[Entries taken from a collection]
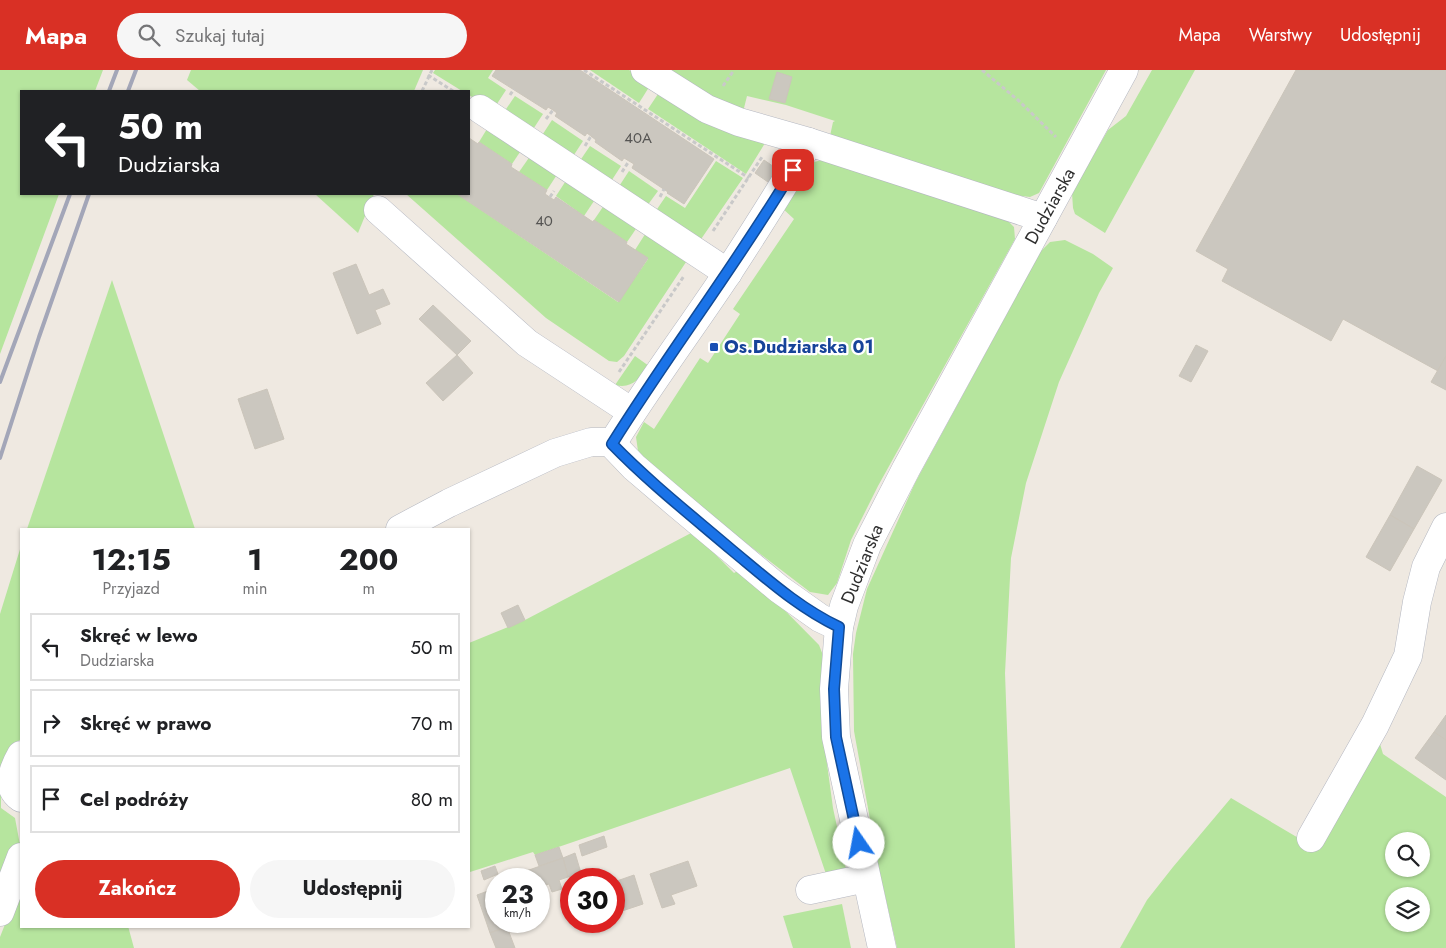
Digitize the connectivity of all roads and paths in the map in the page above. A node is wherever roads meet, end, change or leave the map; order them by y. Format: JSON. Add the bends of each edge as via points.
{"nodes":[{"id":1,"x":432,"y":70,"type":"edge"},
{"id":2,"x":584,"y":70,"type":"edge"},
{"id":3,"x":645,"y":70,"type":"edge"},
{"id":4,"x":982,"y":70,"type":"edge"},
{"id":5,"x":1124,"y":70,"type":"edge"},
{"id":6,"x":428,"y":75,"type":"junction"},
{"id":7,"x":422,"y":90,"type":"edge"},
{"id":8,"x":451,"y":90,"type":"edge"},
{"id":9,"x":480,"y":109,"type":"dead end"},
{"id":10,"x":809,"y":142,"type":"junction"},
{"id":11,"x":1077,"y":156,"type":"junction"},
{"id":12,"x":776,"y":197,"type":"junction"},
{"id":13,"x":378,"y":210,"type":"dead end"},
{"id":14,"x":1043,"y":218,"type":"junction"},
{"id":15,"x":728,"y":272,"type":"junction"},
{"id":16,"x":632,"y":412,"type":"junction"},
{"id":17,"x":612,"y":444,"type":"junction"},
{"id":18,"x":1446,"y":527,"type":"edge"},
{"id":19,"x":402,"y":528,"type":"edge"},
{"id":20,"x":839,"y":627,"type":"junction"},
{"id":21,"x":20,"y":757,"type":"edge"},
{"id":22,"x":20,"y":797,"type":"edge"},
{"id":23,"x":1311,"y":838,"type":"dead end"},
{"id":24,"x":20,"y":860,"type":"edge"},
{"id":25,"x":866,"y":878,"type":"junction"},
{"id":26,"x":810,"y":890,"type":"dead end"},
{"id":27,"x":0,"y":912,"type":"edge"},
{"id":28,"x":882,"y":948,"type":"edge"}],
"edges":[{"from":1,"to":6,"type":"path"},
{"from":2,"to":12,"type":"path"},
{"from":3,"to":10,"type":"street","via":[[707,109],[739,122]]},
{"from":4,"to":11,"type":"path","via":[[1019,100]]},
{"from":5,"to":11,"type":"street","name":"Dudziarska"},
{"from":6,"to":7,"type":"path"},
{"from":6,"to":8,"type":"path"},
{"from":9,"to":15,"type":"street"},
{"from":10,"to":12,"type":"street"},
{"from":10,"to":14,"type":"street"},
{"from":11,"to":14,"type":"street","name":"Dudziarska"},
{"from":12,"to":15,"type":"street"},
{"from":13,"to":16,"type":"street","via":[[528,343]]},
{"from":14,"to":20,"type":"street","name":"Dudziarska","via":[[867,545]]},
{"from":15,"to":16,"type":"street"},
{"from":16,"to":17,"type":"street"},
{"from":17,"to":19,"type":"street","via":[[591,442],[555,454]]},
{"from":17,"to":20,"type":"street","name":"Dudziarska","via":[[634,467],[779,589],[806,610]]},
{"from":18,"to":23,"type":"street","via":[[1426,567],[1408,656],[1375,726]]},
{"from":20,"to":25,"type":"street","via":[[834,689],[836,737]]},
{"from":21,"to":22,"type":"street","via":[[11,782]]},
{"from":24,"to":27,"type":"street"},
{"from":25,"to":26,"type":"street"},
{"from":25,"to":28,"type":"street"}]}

> [To do] Give the data again word for word, without images.

> [Answer section]
Digitize the connectivity of all roads and paths in the map in the page above. A node is wherever roads meet, end, change or leave the map; order them by y. Format: JSON. Add the bends of each edge as via points.
{"nodes":[{"id":1,"x":432,"y":70,"type":"edge"},
{"id":2,"x":584,"y":70,"type":"edge"},
{"id":3,"x":645,"y":70,"type":"edge"},
{"id":4,"x":982,"y":70,"type":"edge"},
{"id":5,"x":1124,"y":70,"type":"edge"},
{"id":6,"x":428,"y":75,"type":"junction"},
{"id":7,"x":422,"y":90,"type":"edge"},
{"id":8,"x":451,"y":90,"type":"edge"},
{"id":9,"x":480,"y":109,"type":"dead end"},
{"id":10,"x":809,"y":142,"type":"junction"},
{"id":11,"x":1077,"y":156,"type":"junction"},
{"id":12,"x":776,"y":197,"type":"junction"},
{"id":13,"x":378,"y":210,"type":"dead end"},
{"id":14,"x":1043,"y":218,"type":"junction"},
{"id":15,"x":728,"y":272,"type":"junction"},
{"id":16,"x":632,"y":412,"type":"junction"},
{"id":17,"x":612,"y":444,"type":"junction"},
{"id":18,"x":1446,"y":527,"type":"edge"},
{"id":19,"x":402,"y":528,"type":"edge"},
{"id":20,"x":839,"y":627,"type":"junction"},
{"id":21,"x":20,"y":757,"type":"edge"},
{"id":22,"x":20,"y":797,"type":"edge"},
{"id":23,"x":1311,"y":838,"type":"dead end"},
{"id":24,"x":20,"y":860,"type":"edge"},
{"id":25,"x":866,"y":878,"type":"junction"},
{"id":26,"x":810,"y":890,"type":"dead end"},
{"id":27,"x":0,"y":912,"type":"edge"},
{"id":28,"x":882,"y":948,"type":"edge"}],
"edges":[{"from":1,"to":6,"type":"path"},
{"from":2,"to":12,"type":"path"},
{"from":3,"to":10,"type":"street","via":[[707,109],[739,122]]},
{"from":4,"to":11,"type":"path","via":[[1019,100]]},
{"from":5,"to":11,"type":"street","name":"Dudziarska"},
{"from":6,"to":7,"type":"path"},
{"from":6,"to":8,"type":"path"},
{"from":9,"to":15,"type":"street"},
{"from":10,"to":12,"type":"street"},
{"from":10,"to":14,"type":"street"},
{"from":11,"to":14,"type":"street","name":"Dudziarska"},
{"from":12,"to":15,"type":"street"},
{"from":13,"to":16,"type":"street","via":[[528,343]]},
{"from":14,"to":20,"type":"street","name":"Dudziarska","via":[[867,545]]},
{"from":15,"to":16,"type":"street"},
{"from":16,"to":17,"type":"street"},
{"from":17,"to":19,"type":"street","via":[[591,442],[555,454]]},
{"from":17,"to":20,"type":"street","name":"Dudziarska","via":[[634,467],[779,589],[806,610]]},
{"from":18,"to":23,"type":"street","via":[[1426,567],[1408,656],[1375,726]]},
{"from":20,"to":25,"type":"street","via":[[834,689],[836,737]]},
{"from":21,"to":22,"type":"street","via":[[11,782]]},
{"from":24,"to":27,"type":"street"},
{"from":25,"to":26,"type":"street"},
{"from":25,"to":28,"type":"street"}]}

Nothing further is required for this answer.